Mathematical Foundations¶
This document provides the mathematical derivations underlying temporalcv’s statistical tests and metrics. Each section is tagged with its knowledge tier.
1. Diebold-Mariano Test [T1]¶
Purpose: Compare predictive accuracy of two forecasting models.
Reference: Diebold, F.X. & Mariano, R.S. (1995). Comparing predictive accuracy. Journal of Business & Economic Statistics, 13(3), 253-263.
1.1 Loss Differential¶
Given two forecast error series e₁,ₜ and e₂,ₜ, define the loss differential:
d_t = L(e₁,ₜ) - L(e₂,ₜ)
Where L(·) is a loss function:
Squared loss: L(e) = e²
Absolute loss: L(e) = |e|
1.2 Null Hypothesis¶
H₀: E[d_t] = 0 (equal predictive accuracy)

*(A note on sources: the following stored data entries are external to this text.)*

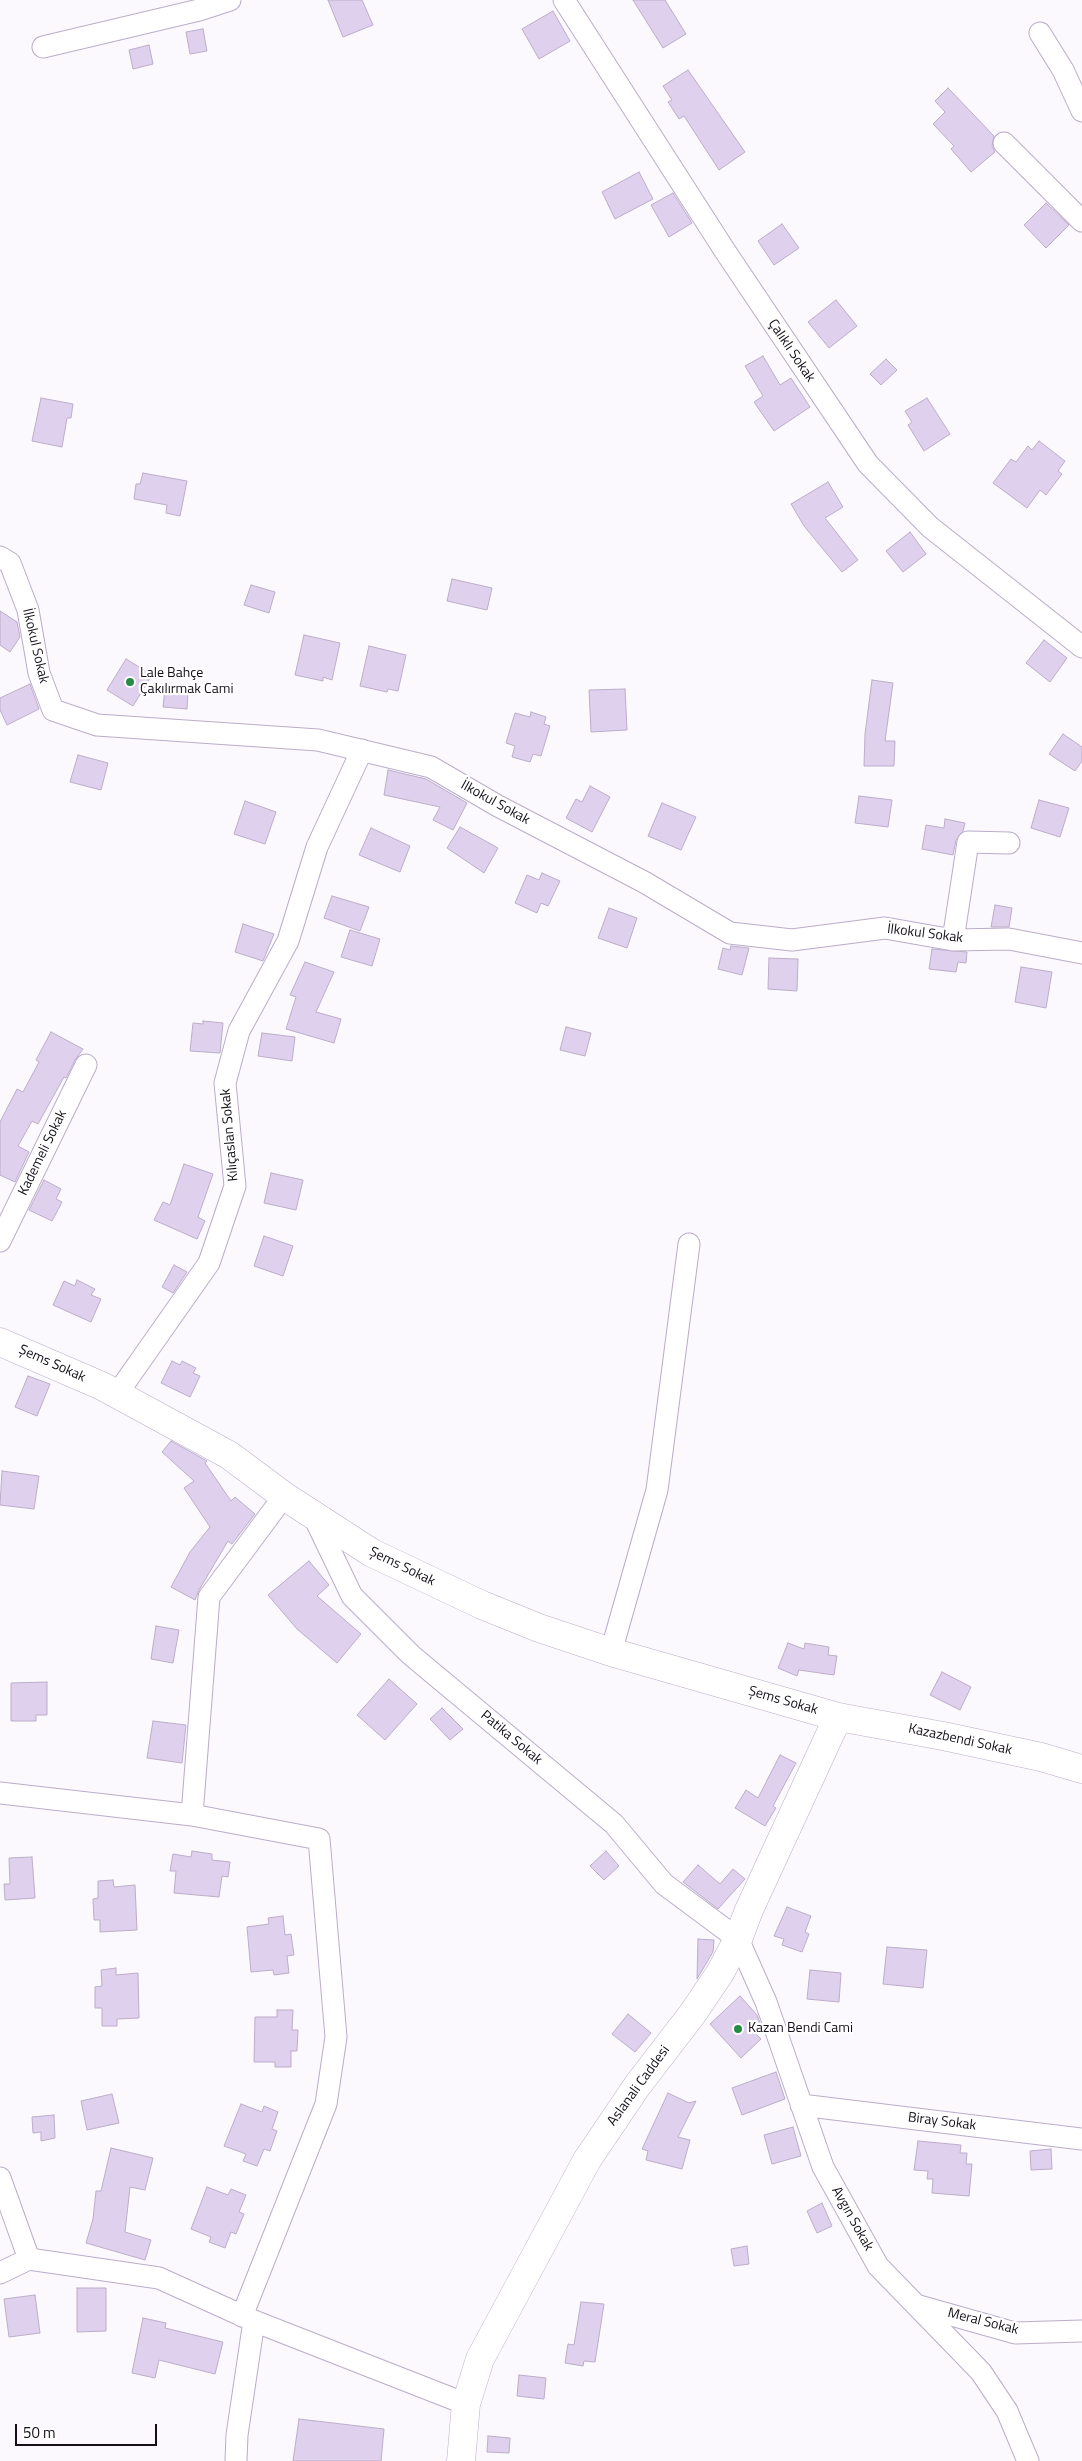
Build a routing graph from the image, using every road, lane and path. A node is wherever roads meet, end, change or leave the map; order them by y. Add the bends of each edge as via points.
1 (230, 0) edge
2 (564, 0) edge
3 (1040, 33) dead end
4 (43, 48) dead end
5 (1082, 111) edge
6 (1004, 143) dead end
7 (1082, 220) edge
8 (0, 557) edge
9 (1082, 647) edge
10 (362, 750) junction
11 (1009, 843) dead end
12 (953, 940) junction
13 (1082, 953) edge
14 (86, 1065) dead end
15 (0, 1241) edge
16 (689, 1244) dead end
17 (0, 1342) edge
18 (118, 1394) junction
19 (284, 1496) junction
20 (313, 1515) junction
21 (611, 1652) junction
22 (838, 1717) junction
23 (1082, 1769) edge
24 (0, 1793) edge
25 (192, 1815) junction
26 (738, 1939) junction
27 (801, 2105) junction
28 (1082, 2139) edge
29 (0, 2178) edge
30 (29, 2259) junction
31 (0, 2273) edge
32 (914, 2304) junction
33 (248, 2318) junction
34 (1082, 2331) edge
35 (466, 2404) junction
36 (236, 2461) edge
37 (461, 2461) edge
38 (1028, 2461) edge

1 - 4 street
2 - 9 street, Çalıklı Sokak via 720,243 868,464 930,527
3 - 5 street via 1063,70
6 - 7 street
8 - 10 street, İlkokul Sokak via 10,563 28,610 39,674 53,710 97,726 318,740
10 - 12 street, İlkokul Sokak via 430,767 644,882 730,933 792,940 884,928
10 - 18 street, Kılıçaslan Sokak via 317,847 288,940 238,1031 225,1083 235,1186 209,1263
11 - 12 street via 968,842
12 - 13 street, İlkokul Sokak via 1009,939
14 - 15 street, Kademeli Sokak
16 - 21 street via 657,1490
17 - 18 street, Şems Sokak
18 - 19 street, Şems Sokak via 229,1455
19 - 20 street, Şems Sokak
19 - 25 street via 209,1597
20 - 21 street, Şems Sokak via 372,1553 482,1605
20 - 26 street, Patika Sokak via 352,1596 398,1642 614,1824 664,1884
21 - 22 street, Şems Sokak
22 - 23 street, Kazazbendi Sokak via 992,1746
22 - 26 street, Aslanali Caddesi
24 - 25 street
25 - 33 street via 319,1839 336,2037 326,2104
26 - 27 street, Avgın Sokak via 766,2002
26 - 35 street, Aslanali Caddesi via 693,2013 586,2160 480,2359
27 - 28 street, Biray Sokak
27 - 32 street, Avgın Sokak via 823,2167 878,2266
29 - 30 street
30 - 31 street
30 - 33 street via 159,2278
32 - 34 street, Meral Sokak via 1016,2333
32 - 38 street, Avgın Sokak via 981,2372 1007,2411
33 - 35 street
33 - 36 street
35 - 37 street, Aslanali Caddesi

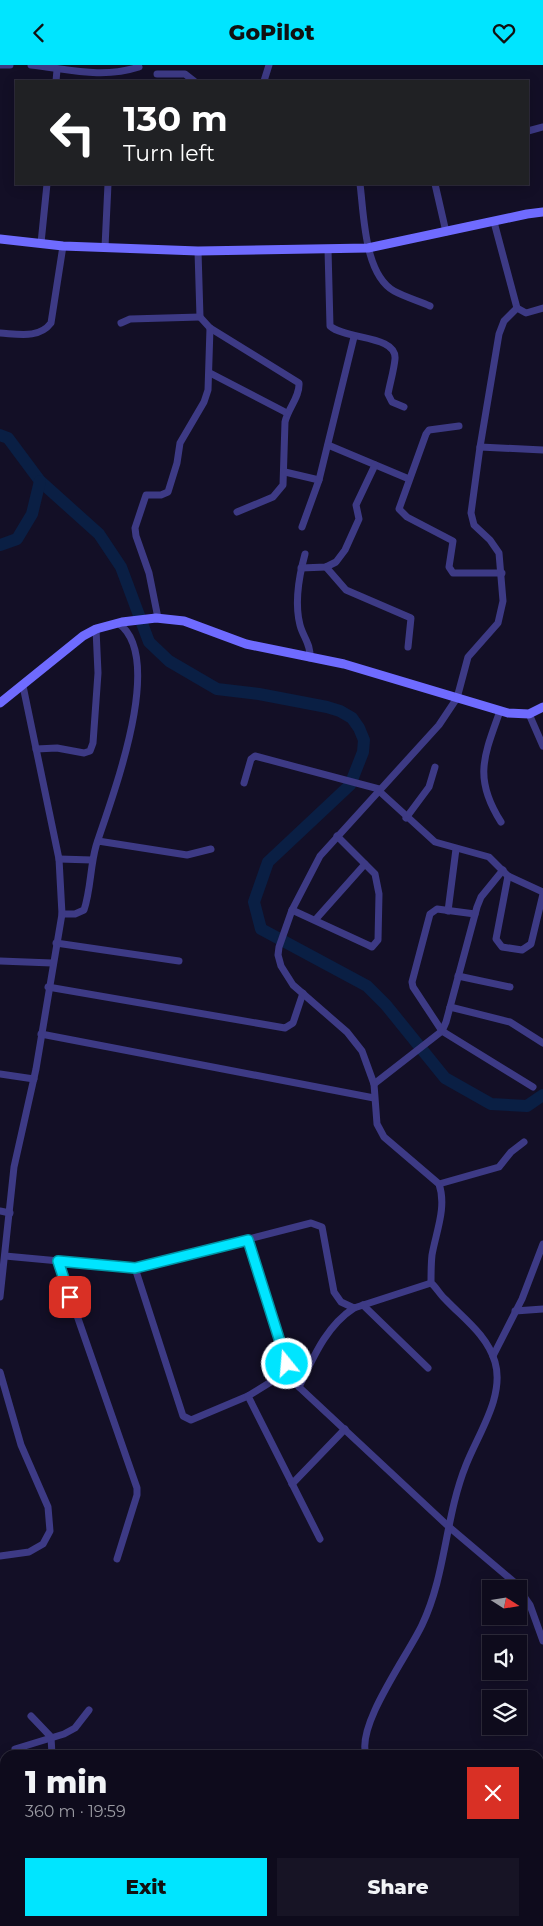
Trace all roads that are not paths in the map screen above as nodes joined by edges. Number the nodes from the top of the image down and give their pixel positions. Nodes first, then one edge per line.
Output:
1 (0, 65) edge
2 (10, 65) edge
3 (31, 65) edge
4 (269, 65) edge
5 (139, 67) dead end
6 (57, 70) junction
7 (157, 74) dead end
8 (56, 80) edge
9 (193, 80) edge
10 (264, 80) edge
11 (543, 127) edge
12 (529, 131) edge
13 (47, 185) edge
14 (108, 185) edge
15 (360, 185) edge
16 (435, 185) edge
17 (543, 212) edge
18 (494, 222) junction
19 (446, 232) junction
20 (0, 239) edge
21 (41, 243) junction
22 (63, 245) junction
23 (105, 247) junction
24 (368, 248) junction
25 (328, 249) junction
26 (198, 251) junction
27 (430, 305) dead end
28 (517, 308) junction
29 (543, 309) edge
30 (200, 317) junction
31 (121, 323) dead end
32 (210, 328) junction
33 (0, 333) edge
34 (354, 337) junction
35 (210, 373) junction
36 (404, 407) dead end
37 (287, 413) junction
38 (458, 426) dead end
39 (328, 445) junction
40 (480, 447) junction
41 (543, 449) edge
42 (375, 465) junction
43 (285, 472) junction
44 (409, 479) junction
45 (319, 480) junction
46 (237, 513) dead end
47 (302, 527) dead end
48 (305, 554) dead end
49 (326, 567) junction
50 (301, 568) junction
51 (502, 573) junction
52 (157, 618) junction
53 (120, 623) junction
54 (96, 629) junction
55 (408, 647) dead end
56 (310, 658) junction
57 (22, 686) junction
58 (457, 698) junction
59 (0, 703) edge
60 (543, 707) edge
61 (500, 711) junction
62 (528, 714) junction
63 (543, 747) edge
64 (36, 749) junction
65 (436, 767) dead end
66 (244, 783) dead end
67 (379, 790) junction
68 (406, 818) junction
69 (500, 822) dead end
70 (336, 836) junction
71 (98, 841) junction
72 (211, 849) dead end
73 (456, 849) junction
74 (59, 859) junction
75 (92, 860) junction
76 (365, 865) junction
77 (503, 870) junction
78 (508, 876) junction
79 (543, 893) edge
80 (292, 910) junction
81 (448, 911) junction
82 (62, 913) junction
83 (475, 914) junction
84 (316, 919) junction
85 (56, 943) junction
86 (0, 961) edge
87 (179, 961) dead end
88 (52, 963) junction
89 (458, 977) junction
90 (48, 987) junction
91 (510, 987) dead end
92 (303, 993) junction
93 (450, 1007) junction
94 (442, 1031) junction
95 (41, 1034) junction
96 (543, 1043) edge
97 (0, 1074) edge
98 (34, 1079) junction
99 (374, 1084) junction
100 (533, 1087) dead end
101 (374, 1098) junction
102 (524, 1142) dead end
103 (439, 1183) junction
104 (0, 1211) edge
105 (10, 1213) junction
106 (248, 1240) junction
107 (543, 1243) edge
108 (5, 1256) junction
109 (58, 1261) junction
110 (135, 1268) junction
111 (431, 1283) junction
112 (0, 1297) edge
113 (363, 1305) junction
114 (354, 1308) junction
115 (543, 1309) edge
116 (515, 1311) junction
117 (493, 1356) junction
118 (428, 1368) dead end
119 (290, 1370) junction
120 (0, 1372) edge
121 (299, 1387) junction
122 (248, 1397) junction
123 (345, 1429) junction
124 (292, 1483) junction
125 (448, 1526) junction
126 (320, 1539) dead end
127 (0, 1556) edge
128 (117, 1559) dead end
129 (543, 1641) edge
130 (89, 1710) dead end
131 (31, 1716) dead end
132 (51, 1737) junction
133 (15, 1749) dead end
134 (52, 1750) edge
135 (365, 1750) edge

1 - 2 street
3 - 6 street
4 - 10 street
5 - 6 street
6 - 8 street
7 - 9 street
11 - 12 street
13 - 21 street
14 - 23 street
15 - 24 street
16 - 19 street
17 - 18 street
18 - 19 street
18 - 28 street
19 - 24 street
20 - 21 street
21 - 22 street
22 - 23 street
22 - 33 street
23 - 26 street
24 - 25 street
24 - 27 street
25 - 26 street
25 - 34 street
26 - 30 street
28 - 29 street
28 - 40 street
30 - 31 street
30 - 32 street
32 - 35 street
32 - 37 street
34 - 36 street
34 - 39 street
35 - 37 street
35 - 52 street
37 - 43 street
38 - 44 street
39 - 42 street
39 - 45 street
40 - 41 street
40 - 51 street
42 - 44 street
42 - 49 street
43 - 45 street
43 - 46 street
44 - 51 street
45 - 47 street
48 - 50 street
49 - 50 street
49 - 55 street
50 - 56 street
51 - 58 street
52 - 53 street
52 - 56 street
53 - 54 street
53 - 71 street
54 - 57 street
54 - 64 street
56 - 58 street
57 - 59 street
57 - 64 street
58 - 61 street
58 - 67 street
60 - 62 street
61 - 62 street
61 - 69 street
62 - 63 street
64 - 74 street
65 - 68 street
66 - 67 street
67 - 68 street
67 - 70 street
68 - 73 street
70 - 76 street
70 - 80 street
71 - 72 street
71 - 75 street
73 - 77 street
73 - 81 street
74 - 75 street
74 - 82 street
75 - 82 street
76 - 84 street
76 - 84 street
77 - 78 street
77 - 83 street
78 - 79 street
78 - 79 street
80 - 84 street
80 - 92 street
81 - 83 street
81 - 94 street
82 - 85 street
83 - 89 street
85 - 87 street
85 - 88 street
86 - 88 street
88 - 90 street
89 - 91 street
89 - 93 street
90 - 92 street
90 - 95 street
92 - 99 street
93 - 94 street
93 - 96 street
94 - 99 street
94 - 100 street
95 - 98 street
95 - 101 street
97 - 98 street
98 - 105 street
99 - 101 street
101 - 103 street
102 - 103 street
103 - 111 street
104 - 105 street
105 - 108 street
106 - 110 street
106 - 114 street
106 - 119 street
107 - 116 street
108 - 109 street
108 - 112 street
109 - 110 street
109 - 128 street
110 - 122 street
111 - 113 street
111 - 117 street
113 - 114 street
113 - 118 street
114 - 121 street
115 - 116 street
116 - 117 street
117 - 125 street
119 - 121 street
119 - 122 street
120 - 127 street
121 - 123 street
122 - 124 street
123 - 124 street
123 - 125 street
124 - 126 street
125 - 129 street
125 - 135 street
130 - 132 street
131 - 132 street
132 - 133 street
132 - 134 street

H₁: E[d_t] ≠ 0 (different predictive accuracy)
1.3 Test Statistic¶
DM = d̄ / √(V̂(d̄))
Where:
d̄ = (1/n) Σ d_t is the sample mean of loss differentials
V̂(d̄) is the HAC variance estimator (see Section 2)
Under H₀, DM → N(0,1) asymptotically.
1.4 Harvey Adjustment [T1]¶
For small samples, Harvey et al. (1997) proposed:
DM_adj = DM × √((n + 1 - 2h + h(h-1)/n) / n)
This corrects for small-sample bias in the variance estimate.
Reference: Harvey, D., Leybourne, S., & Newbold, P. (1997). Testing the equality of prediction mean squared errors. International Journal of Forecasting, 13(2), 281-291.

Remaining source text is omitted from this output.